According to legal sources, the division bench extensively quizzed both the opposing sides.
Sources said the counsel for Mylan strongly argued that the April 25 order of the single-judge bench had introduced issues like data exclusivity (clinical test data submitted to the regulatory agency for approval of the product), which was not part of the present legal provisions in India.
As part of the April 25 order, the single- judge bench had held that “unless the government of India frames policy to declare as to whether after expiry of patent, the data in public domain can be used as pathways or not, the regulatory authority can neither disclose nor rely upon the first applicant’s data at the time of granting marketing approval to the subsequent applicants. It is for the government to decide that such protection for certain fixed period to the innovator should be granted or not”.

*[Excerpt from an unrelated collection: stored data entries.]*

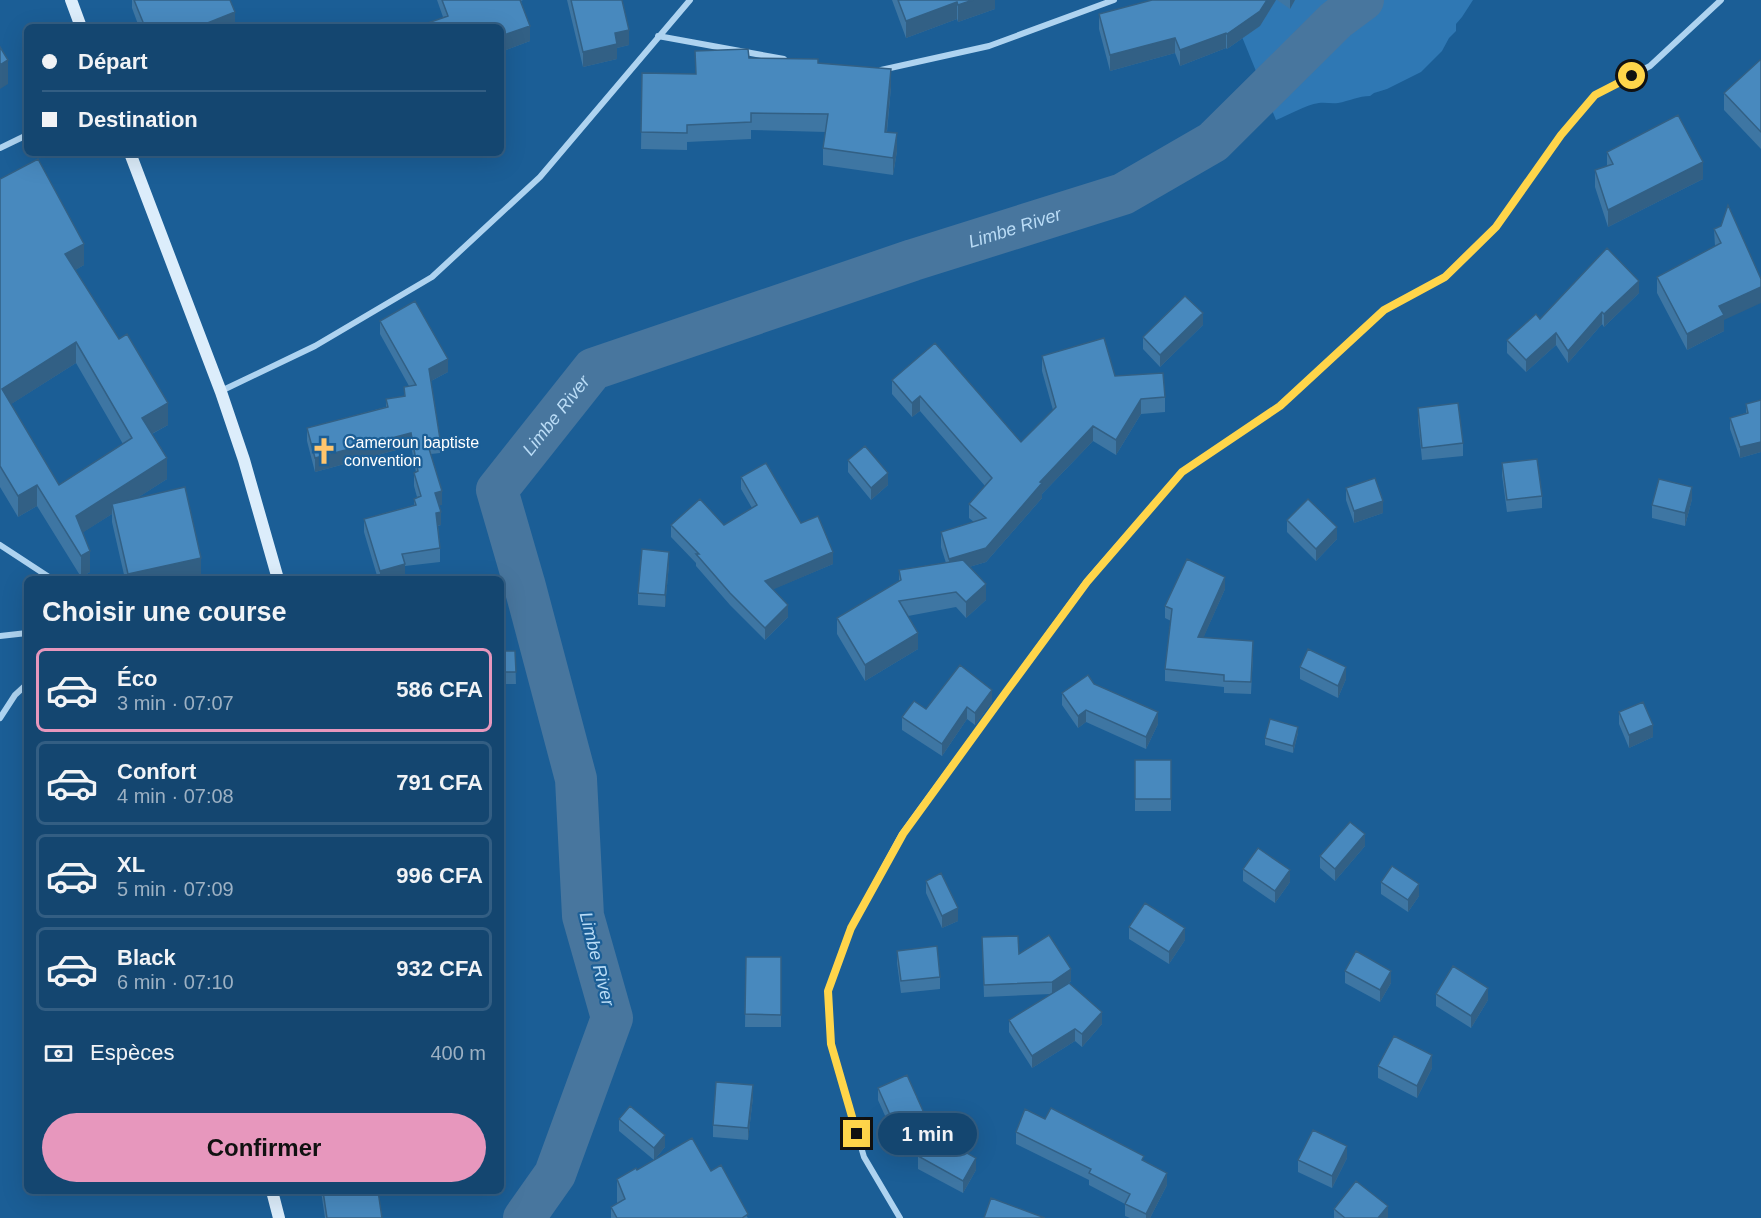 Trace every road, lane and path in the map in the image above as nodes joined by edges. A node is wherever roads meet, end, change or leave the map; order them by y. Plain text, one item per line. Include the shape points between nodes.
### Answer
1 (71, 0) edge
2 (690, 0) edge
3 (1114, 0) edge
4 (1721, 0) edge
5 (80, 24) edge
6 (658, 36) junction
7 (794, 62) edge
8 (874, 69) edge
9 (24, 136) edge
10 (0, 148) edge
11 (131, 156) edge
12 (221, 392) junction
13 (0, 545) edge
14 (47, 576) edge
15 (277, 576) edge
16 (24, 633) edge
17 (0, 636) edge
18 (24, 687) edge
19 (0, 718) edge
20 (273, 1194) edge
21 (279, 1218) edge
22 (900, 1218) edge

1 - 5 street
2 - 6 street
3 - 8 street via 989,46 886,70
4 - 22 street via 1650,66 1595,95 1561,135 1496,227 1445,277 1384,310 1280,406 1182,472 1087,582 903,834 851,928 828,991 831,1044 864,1157
6 - 7 street
6 - 12 street via 540,177 432,277 315,346
9 - 10 street
11 - 12 street
12 - 15 street
13 - 14 street
16 - 17 street
18 - 19 street
20 - 21 street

That apart, legal representatives for Biocon and Mylan backed the approval processes followed by the Indian regulatory authority, noting that generics and biosimilars are approved across the world by following an abbreviated pathway.
In a note to ET, Roche maintained: “Despite today's developments, the situation for patients and physicians remains unchanged as there is still no evidence that these products have met the requirements of the biosimilar framework or any other regulatory pathway in India”.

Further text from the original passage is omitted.